May 29, 2012

Fox Business Lets For-Profit College Lobbyist Uncritically Deceive Viewers

Fox Business Lets For-Profit College Lobbyist Uncritically Deceive ViewersBig Money corrupts our political system with its campaign contributions, public relations campaigns, insider access, and other means of drowning out the voices of ordinary people.The media is supposed to be our democracy’s guardian against this onslaught of money.

But last week Fox Business abdicated its responsibility to cut through the lies of Big Money. It featured Steve Gunderson, CEO of the Association of Private Sector Colleges and Universities (APSCU), the chief lobbying group of the for-profit college industry. I’ve embedded the segment below:


 
The segment Gunderson appeared in focused on the “Rising Problem of Student Loan Debt.” Although the host noted that “there’s a lot of blame placed on the soaring cost of private sector (for-profit) schools,” he then uncritically allowed Gunderson to tout his industry’s agenda and defend its subprime schools, many of which have high prices, high dropout rates, and high levels of student loan defaults.

“The private schools have actually held their (cost) increase down because we’ve always been private,” said Gunderson. “So we haven’t been dependent on the public subsidies.”

The APSCU lobbyist’s claim is wildly inaccurate. Although these for-profit schools, unlike state public universities, don’t generally receive state government support, many are almost entirely dependent on federal government support. The largest schools in his industry get up to 90 percent of their revenues from federal Department of Education loans and grants, and even more money from military and veterans education aid. If anything, the industry would be unable to exist in its current form without public subsidies.

Rather than correcting or challenging Gunderson, the Fox host simply played along. “The latest survey I saw was that 72 percent for the state schools, 29 percent for the privates. Pretty impressive,” he said of tuition increases at both public and private universities.

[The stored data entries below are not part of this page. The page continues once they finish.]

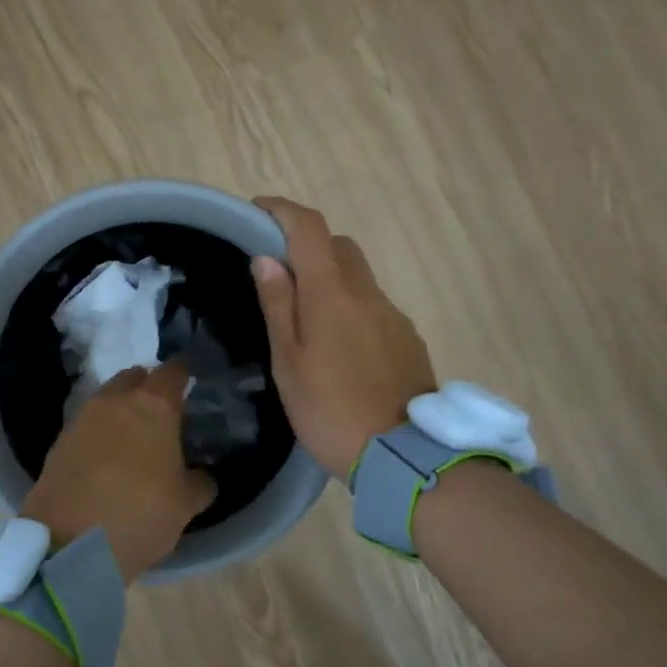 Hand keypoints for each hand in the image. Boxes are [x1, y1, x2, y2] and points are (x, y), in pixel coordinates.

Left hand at [21, 362, 215, 583]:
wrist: (68, 543)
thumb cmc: (139, 513)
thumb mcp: (185, 505)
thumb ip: (200, 483)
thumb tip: (202, 476)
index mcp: (153, 405)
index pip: (173, 371)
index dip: (184, 374)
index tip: (192, 380)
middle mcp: (115, 401)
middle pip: (135, 378)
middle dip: (149, 387)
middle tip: (163, 411)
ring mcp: (82, 418)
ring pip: (108, 399)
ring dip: (122, 409)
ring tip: (135, 436)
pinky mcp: (59, 440)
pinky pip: (87, 424)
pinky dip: (100, 432)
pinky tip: (108, 456)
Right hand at [252, 196, 437, 476]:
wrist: (403, 456)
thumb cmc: (330, 411)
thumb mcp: (289, 363)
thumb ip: (279, 306)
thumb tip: (267, 259)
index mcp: (332, 294)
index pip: (310, 228)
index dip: (282, 211)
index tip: (258, 212)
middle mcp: (368, 294)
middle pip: (339, 247)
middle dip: (308, 246)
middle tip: (279, 275)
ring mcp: (394, 316)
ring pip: (359, 278)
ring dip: (331, 281)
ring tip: (306, 323)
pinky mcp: (408, 340)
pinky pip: (374, 307)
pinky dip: (352, 309)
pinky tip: (340, 351) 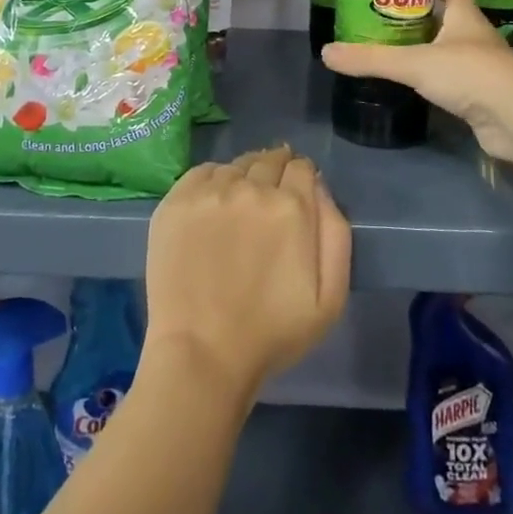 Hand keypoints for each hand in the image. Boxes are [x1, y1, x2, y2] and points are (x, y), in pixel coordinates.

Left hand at [143, 145, 350, 406]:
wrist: (202, 353)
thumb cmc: (272, 333)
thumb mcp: (330, 297)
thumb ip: (335, 234)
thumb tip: (320, 188)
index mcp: (291, 207)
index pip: (301, 167)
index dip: (302, 177)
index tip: (297, 193)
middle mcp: (251, 188)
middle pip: (269, 160)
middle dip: (275, 172)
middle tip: (270, 199)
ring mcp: (210, 192)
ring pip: (236, 165)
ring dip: (245, 176)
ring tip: (241, 204)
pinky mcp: (177, 201)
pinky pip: (203, 172)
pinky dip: (214, 180)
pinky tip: (214, 204)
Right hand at [321, 0, 512, 163]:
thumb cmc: (470, 74)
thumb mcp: (413, 62)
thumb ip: (371, 58)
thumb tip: (326, 53)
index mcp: (465, 15)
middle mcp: (475, 36)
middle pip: (447, 17)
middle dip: (420, 15)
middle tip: (384, 17)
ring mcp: (481, 67)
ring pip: (449, 49)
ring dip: (426, 47)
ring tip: (391, 47)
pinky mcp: (481, 96)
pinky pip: (452, 80)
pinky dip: (433, 79)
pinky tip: (413, 84) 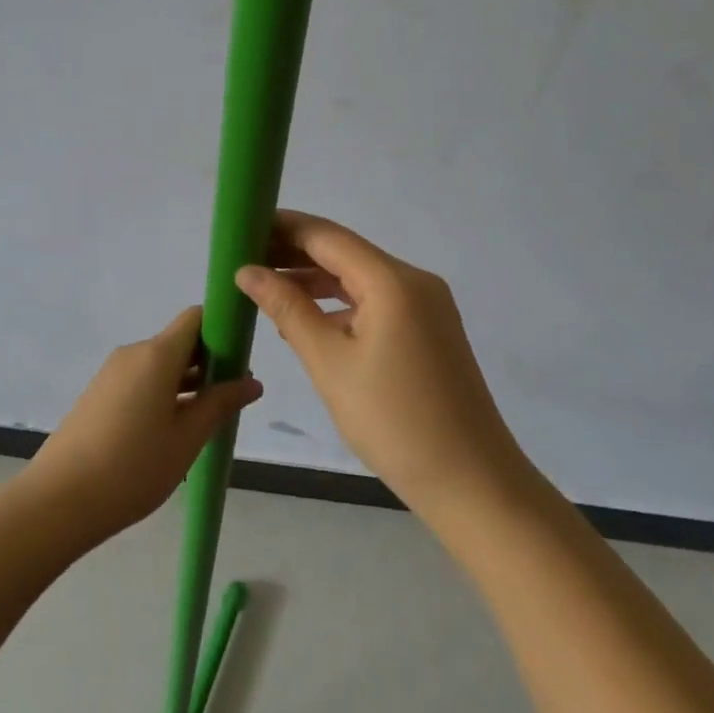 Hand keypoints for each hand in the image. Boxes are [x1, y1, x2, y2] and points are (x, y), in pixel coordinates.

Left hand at [23, 307, 262, 543]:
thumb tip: (252, 382)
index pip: (195, 318)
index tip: (242, 359)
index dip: (222, 329)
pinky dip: (163, 393)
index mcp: (156, 354)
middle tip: (234, 397)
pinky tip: (173, 430)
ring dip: (187, 382)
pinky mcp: (99, 394)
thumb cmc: (132, 467)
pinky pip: (140, 380)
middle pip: (179, 342)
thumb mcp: (186, 439)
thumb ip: (219, 405)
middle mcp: (133, 353)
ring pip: (160, 364)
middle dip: (209, 362)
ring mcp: (112, 373)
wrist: (59, 499)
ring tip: (209, 419)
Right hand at [235, 210, 529, 514]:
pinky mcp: (427, 331)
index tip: (240, 228)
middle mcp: (413, 282)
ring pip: (358, 278)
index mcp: (392, 281)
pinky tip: (305, 321)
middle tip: (243, 259)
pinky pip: (374, 302)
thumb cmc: (394, 421)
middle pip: (343, 252)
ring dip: (313, 281)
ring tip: (264, 288)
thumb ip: (287, 309)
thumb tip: (247, 271)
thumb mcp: (329, 363)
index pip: (326, 236)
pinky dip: (338, 305)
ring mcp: (425, 307)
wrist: (472, 484)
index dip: (282, 227)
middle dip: (293, 253)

The problem with this statistic is that it is comparing private and public universities, not non-profit schools to for-profit schools like those that Gunderson represents. Harvard and the University of Georgia are private and public schools, respectively, and neither are for-profit. By conflating the terms, Fox made it easier for the industry to defend itself.

The chyron that the network ran during Gunderson’s appearance was just as deceptive — it read “Gunderson: private colleges serve more than 3m students.” Again, the topic being discussed is not private schools, but for-profit colleges.

Fox Business did a real disservice to its audience by allowing Gunderson to make deceptive claims unchallenged — indeed abetted by the Fox host. One group that will no doubt appreciate this is the corporate lobbyists at APSCU.  (To her credit, Fox Business’s Gerri Willis has asked hard questions about this industry on her own Fox Business show.)

It’s hard to understand why the conservative Fox network, supposedly committed to smaller government, would cheerlead for the widespread waste, fraud, and abuse at taxpayer expense engaged in by Gunderson’s industry.  But perhaps what matters is that the Republican Party of John Boehner and Mitt Romney has forged a strong tie with this industry and receives extensive campaign contributions from its members, and that Fox gets its talking points from the party and its lobbyists.